- [Records excerpted from a collection]:
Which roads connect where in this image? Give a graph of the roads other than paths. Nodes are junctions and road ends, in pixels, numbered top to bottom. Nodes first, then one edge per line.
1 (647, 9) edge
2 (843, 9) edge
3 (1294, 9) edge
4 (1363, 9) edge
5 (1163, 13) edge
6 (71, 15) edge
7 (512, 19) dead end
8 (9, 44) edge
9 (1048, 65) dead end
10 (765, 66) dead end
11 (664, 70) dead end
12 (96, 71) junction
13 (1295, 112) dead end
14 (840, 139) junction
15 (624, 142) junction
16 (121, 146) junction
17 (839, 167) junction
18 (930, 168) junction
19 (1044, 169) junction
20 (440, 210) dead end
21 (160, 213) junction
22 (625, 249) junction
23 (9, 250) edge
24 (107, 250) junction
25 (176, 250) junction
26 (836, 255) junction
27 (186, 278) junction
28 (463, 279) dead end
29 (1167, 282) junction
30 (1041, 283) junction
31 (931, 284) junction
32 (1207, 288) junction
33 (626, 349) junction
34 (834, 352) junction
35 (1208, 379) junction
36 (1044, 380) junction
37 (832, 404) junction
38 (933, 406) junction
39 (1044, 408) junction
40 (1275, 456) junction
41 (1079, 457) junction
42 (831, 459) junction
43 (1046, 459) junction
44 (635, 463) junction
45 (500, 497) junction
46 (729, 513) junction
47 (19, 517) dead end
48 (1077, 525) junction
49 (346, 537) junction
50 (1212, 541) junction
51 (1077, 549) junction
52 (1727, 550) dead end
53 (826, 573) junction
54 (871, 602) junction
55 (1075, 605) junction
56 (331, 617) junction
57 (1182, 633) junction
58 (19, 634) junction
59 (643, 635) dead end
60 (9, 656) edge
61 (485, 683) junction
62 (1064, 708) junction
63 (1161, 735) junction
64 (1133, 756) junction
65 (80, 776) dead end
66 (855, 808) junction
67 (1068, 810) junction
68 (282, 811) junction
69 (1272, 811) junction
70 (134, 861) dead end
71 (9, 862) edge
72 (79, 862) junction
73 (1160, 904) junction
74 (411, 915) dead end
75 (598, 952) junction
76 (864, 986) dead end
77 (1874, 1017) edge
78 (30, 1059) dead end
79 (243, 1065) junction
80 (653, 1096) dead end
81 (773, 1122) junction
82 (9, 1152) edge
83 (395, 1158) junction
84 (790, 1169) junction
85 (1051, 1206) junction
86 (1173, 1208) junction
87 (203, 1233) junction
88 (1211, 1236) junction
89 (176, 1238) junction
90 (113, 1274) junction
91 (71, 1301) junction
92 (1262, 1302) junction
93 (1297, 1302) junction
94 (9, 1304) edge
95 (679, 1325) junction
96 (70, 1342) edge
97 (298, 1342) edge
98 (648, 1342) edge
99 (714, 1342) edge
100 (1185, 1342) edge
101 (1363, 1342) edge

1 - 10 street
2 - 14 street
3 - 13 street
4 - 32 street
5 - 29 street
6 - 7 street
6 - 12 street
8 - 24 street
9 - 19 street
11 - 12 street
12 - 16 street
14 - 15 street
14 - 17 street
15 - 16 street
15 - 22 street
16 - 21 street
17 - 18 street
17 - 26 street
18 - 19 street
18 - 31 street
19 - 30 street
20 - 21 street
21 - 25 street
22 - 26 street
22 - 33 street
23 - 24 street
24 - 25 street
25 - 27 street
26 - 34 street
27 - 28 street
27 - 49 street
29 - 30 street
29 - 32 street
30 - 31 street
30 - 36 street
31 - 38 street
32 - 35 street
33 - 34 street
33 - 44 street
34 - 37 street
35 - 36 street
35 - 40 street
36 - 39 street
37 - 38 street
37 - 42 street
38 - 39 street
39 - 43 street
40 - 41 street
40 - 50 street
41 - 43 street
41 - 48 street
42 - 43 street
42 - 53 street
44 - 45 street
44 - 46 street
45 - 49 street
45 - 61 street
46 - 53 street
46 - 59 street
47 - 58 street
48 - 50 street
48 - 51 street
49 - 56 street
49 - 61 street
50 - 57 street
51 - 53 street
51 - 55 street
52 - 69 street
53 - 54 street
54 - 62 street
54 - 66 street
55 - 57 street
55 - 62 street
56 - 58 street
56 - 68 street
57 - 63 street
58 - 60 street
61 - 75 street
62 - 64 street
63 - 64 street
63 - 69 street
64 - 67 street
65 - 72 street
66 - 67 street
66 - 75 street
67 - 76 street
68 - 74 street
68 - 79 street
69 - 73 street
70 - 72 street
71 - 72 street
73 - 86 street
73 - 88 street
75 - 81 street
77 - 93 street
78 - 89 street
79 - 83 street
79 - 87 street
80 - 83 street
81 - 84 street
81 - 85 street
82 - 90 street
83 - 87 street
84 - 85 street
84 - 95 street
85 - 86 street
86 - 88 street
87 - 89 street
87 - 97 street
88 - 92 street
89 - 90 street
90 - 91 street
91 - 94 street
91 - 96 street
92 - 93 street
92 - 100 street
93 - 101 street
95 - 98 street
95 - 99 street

- [EXERCISE PROMPT]:
Every piece of the data is to be set down again exactly.

- [COMPLETED TASK]:
Which roads connect where in this image? Give a graph of the roads other than paths. Nodes are junctions and road ends, in pixels, numbered top to bottom. Nodes first, then one edge per line.
1 (647, 9) edge
2 (843, 9) edge
3 (1294, 9) edge
4 (1363, 9) edge
5 (1163, 13) edge
6 (71, 15) edge
7 (512, 19) dead end
8 (9, 44) edge
9 (1048, 65) dead end
10 (765, 66) dead end
11 (664, 70) dead end
12 (96, 71) junction
13 (1295, 112) dead end
14 (840, 139) junction
15 (624, 142) junction
16 (121, 146) junction
17 (839, 167) junction
18 (930, 168) junction
19 (1044, 169) junction
20 (440, 210) dead end
21 (160, 213) junction
22 (625, 249) junction
23 (9, 250) edge
24 (107, 250) junction
25 (176, 250) junction
26 (836, 255) junction
27 (186, 278) junction
28 (463, 279) dead end
29 (1167, 282) junction
30 (1041, 283) junction
31 (931, 284) junction
32 (1207, 288) junction
33 (626, 349) junction
34 (834, 352) junction
35 (1208, 379) junction
36 (1044, 380) junction
37 (832, 404) junction
38 (933, 406) junction
39 (1044, 408) junction
40 (1275, 456) junction
41 (1079, 457) junction
42 (831, 459) junction
43 (1046, 459) junction
44 (635, 463) junction
45 (500, 497) junction
46 (729, 513) junction
47 (19, 517) dead end
48 (1077, 525) junction
49 (346, 537) junction
50 (1212, 541) junction
51 (1077, 549) junction
52 (1727, 550) dead end
53 (826, 573) junction
54 (871, 602) junction
55 (1075, 605) junction
56 (331, 617) junction
57 (1182, 633) junction
58 (19, 634) junction
59 (643, 635) dead end
60 (9, 656) edge
61 (485, 683) junction
62 (1064, 708) junction
63 (1161, 735) junction
64 (1133, 756) junction
65 (80, 776) dead end
66 (855, 808) junction
67 (1068, 810) junction
68 (282, 811) junction
69 (1272, 811) junction
70 (134, 861) dead end
71 (9, 862) edge
72 (79, 862) junction
73 (1160, 904) junction
74 (411, 915) dead end
75 (598, 952) junction
76 (864, 986) dead end
77 (1874, 1017) edge
78 (30, 1059) dead end
79 (243, 1065) junction
80 (653, 1096) dead end
81 (773, 1122) junction
82 (9, 1152) edge
83 (395, 1158) junction
84 (790, 1169) junction
85 (1051, 1206) junction
86 (1173, 1208) junction
87 (203, 1233) junction
88 (1211, 1236) junction
89 (176, 1238) junction
90 (113, 1274) junction
91 (71, 1301) junction
92 (1262, 1302) junction
93 (1297, 1302) junction
94 (9, 1304) edge
95 (679, 1325) junction
96 (70, 1342) edge
97 (298, 1342) edge
98 (648, 1342) edge
99 (714, 1342) edge
100 (1185, 1342) edge
101 (1363, 1342) edge

1 - 10 street
2 - 14 street
3 - 13 street
4 - 32 street
5 - 29 street
6 - 7 street
6 - 12 street
8 - 24 street
9 - 19 street
11 - 12 street
12 - 16 street
14 - 15 street
14 - 17 street
15 - 16 street
15 - 22 street
16 - 21 street
17 - 18 street
17 - 26 street
18 - 19 street
18 - 31 street
19 - 30 street
20 - 21 street
21 - 25 street
22 - 26 street
22 - 33 street
23 - 24 street
24 - 25 street
25 - 27 street
26 - 34 street
27 - 28 street
27 - 49 street
29 - 30 street
29 - 32 street
30 - 31 street
30 - 36 street
31 - 38 street
32 - 35 street
33 - 34 street
33 - 44 street
34 - 37 street
35 - 36 street
35 - 40 street
36 - 39 street
37 - 38 street
37 - 42 street
38 - 39 street
39 - 43 street
40 - 41 street
40 - 50 street
41 - 43 street
41 - 48 street
42 - 43 street
42 - 53 street
44 - 45 street
44 - 46 street
45 - 49 street
45 - 61 street
46 - 53 street
46 - 59 street
47 - 58 street
48 - 50 street
48 - 51 street
49 - 56 street
49 - 61 street
50 - 57 street
51 - 53 street
51 - 55 street
52 - 69 street
53 - 54 street
54 - 62 street
54 - 66 street
55 - 57 street
55 - 62 street
56 - 58 street
56 - 68 street
57 - 63 street
58 - 60 street
61 - 75 street
62 - 64 street
63 - 64 street
63 - 69 street
64 - 67 street
65 - 72 street
66 - 67 street
66 - 75 street
67 - 76 street
68 - 74 street
68 - 79 street
69 - 73 street
70 - 72 street
71 - 72 street
73 - 86 street
73 - 88 street
75 - 81 street
77 - 93 street
78 - 89 street
79 - 83 street
79 - 87 street
80 - 83 street
81 - 84 street
81 - 85 street
82 - 90 street
83 - 87 street
84 - 85 street
84 - 95 street
85 - 86 street
86 - 88 street
87 - 89 street
87 - 97 street
88 - 92 street
89 - 90 street
90 - 91 street
91 - 94 street
91 - 96 street
92 - 93 street
92 - 100 street
93 - 101 street
95 - 98 street
95 - 99 street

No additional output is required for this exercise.